# Ergo Grip Spinlock Dumbbell Handles...



## Dark Prowler (Jun 20, 2013)

Does anyone know where to get Ergo Grip Spinlock Dumbbell Handles in the UK? I've found them in Australia, but don't fancy the shipping and import costs. Need a 14" and 16" pair. Just really dislike Standard Spinlock Dumbbell Handles, as they always slip in my hand, especially when going heavy.

DP.


----------



## Dark Prowler (Jun 20, 2013)

I've gone ahead and bought a pair of Manus Thick Bar Grips instead. Got them from MyProtein, as they were the cheapest place I could find them.

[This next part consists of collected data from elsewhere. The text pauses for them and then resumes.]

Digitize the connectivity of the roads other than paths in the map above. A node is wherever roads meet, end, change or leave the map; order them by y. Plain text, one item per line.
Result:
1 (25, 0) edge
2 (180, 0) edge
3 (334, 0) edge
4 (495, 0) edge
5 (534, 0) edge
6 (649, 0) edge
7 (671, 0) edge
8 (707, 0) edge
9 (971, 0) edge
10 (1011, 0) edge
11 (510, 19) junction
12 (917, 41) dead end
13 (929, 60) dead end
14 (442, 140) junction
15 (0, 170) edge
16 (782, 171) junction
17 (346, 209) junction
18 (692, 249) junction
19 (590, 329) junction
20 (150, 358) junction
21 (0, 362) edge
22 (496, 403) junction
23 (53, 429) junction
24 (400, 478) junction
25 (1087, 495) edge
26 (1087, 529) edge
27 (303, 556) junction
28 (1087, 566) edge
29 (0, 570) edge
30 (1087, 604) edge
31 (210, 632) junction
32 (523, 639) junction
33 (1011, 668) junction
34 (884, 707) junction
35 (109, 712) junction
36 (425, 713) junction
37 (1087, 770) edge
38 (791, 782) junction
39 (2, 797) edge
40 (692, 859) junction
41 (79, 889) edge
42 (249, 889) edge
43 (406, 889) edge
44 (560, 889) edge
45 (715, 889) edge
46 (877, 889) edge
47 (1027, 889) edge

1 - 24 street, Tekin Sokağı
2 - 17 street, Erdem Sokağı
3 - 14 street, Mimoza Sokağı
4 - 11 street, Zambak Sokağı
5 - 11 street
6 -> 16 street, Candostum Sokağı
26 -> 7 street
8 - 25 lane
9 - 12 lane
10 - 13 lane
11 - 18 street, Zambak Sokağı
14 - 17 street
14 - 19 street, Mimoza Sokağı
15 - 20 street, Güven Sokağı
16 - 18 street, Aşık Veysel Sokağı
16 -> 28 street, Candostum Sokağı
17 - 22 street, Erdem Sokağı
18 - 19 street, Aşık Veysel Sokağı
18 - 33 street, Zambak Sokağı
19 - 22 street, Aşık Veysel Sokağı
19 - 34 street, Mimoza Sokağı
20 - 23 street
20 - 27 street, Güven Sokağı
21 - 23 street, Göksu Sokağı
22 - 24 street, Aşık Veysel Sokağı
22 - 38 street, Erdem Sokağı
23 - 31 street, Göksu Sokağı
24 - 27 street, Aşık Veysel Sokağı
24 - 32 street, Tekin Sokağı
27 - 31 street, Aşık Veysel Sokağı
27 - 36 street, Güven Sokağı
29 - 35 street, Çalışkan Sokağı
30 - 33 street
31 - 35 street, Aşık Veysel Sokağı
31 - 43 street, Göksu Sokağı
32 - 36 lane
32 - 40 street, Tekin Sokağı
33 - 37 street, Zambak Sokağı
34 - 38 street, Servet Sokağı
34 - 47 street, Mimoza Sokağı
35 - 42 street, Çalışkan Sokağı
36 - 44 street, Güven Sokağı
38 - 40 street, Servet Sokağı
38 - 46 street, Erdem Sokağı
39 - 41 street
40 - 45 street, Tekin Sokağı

Hoping these will help me grip my standard Spinlock Dumbbell Handles more efficiently, reduce the strain on my forearms (as I get terrible tendonitis in them), and make exercises like bench pressing and shrugs less painful. Really hate how those 1" bars bore into my hands and slip around in my grip when going heavy -- this happens even WITH gloves and straps. Someone seriously needs to bring Ergo Grip Spinlock Dumbbell Handles to the UK, if they're not here already, or make them more easily available.


----------



## Dark Prowler (Jun 20, 2013)

Got the Manus Thick Bar Grips yesterday. They are made really nicely, but either they are too big, or the dumbbell handles I have are too small, because they won't even grip the bar with me holding them as tightly as I can -- they just rotate. So, unfortunately, they will have to be returned, and I am back to the drawing board. Any suggestions that don't involve wrapping my existing dumbbell handles with cloth?


----------



## B4PJS (Mar 28, 2013)

Fat Gripz?


----------



## Dark Prowler (Jun 20, 2013)

B4PJS said:


> Fat Gripz?


They look even bigger than the Manus Thick Bar Grips. Could give them a go, I guess?


----------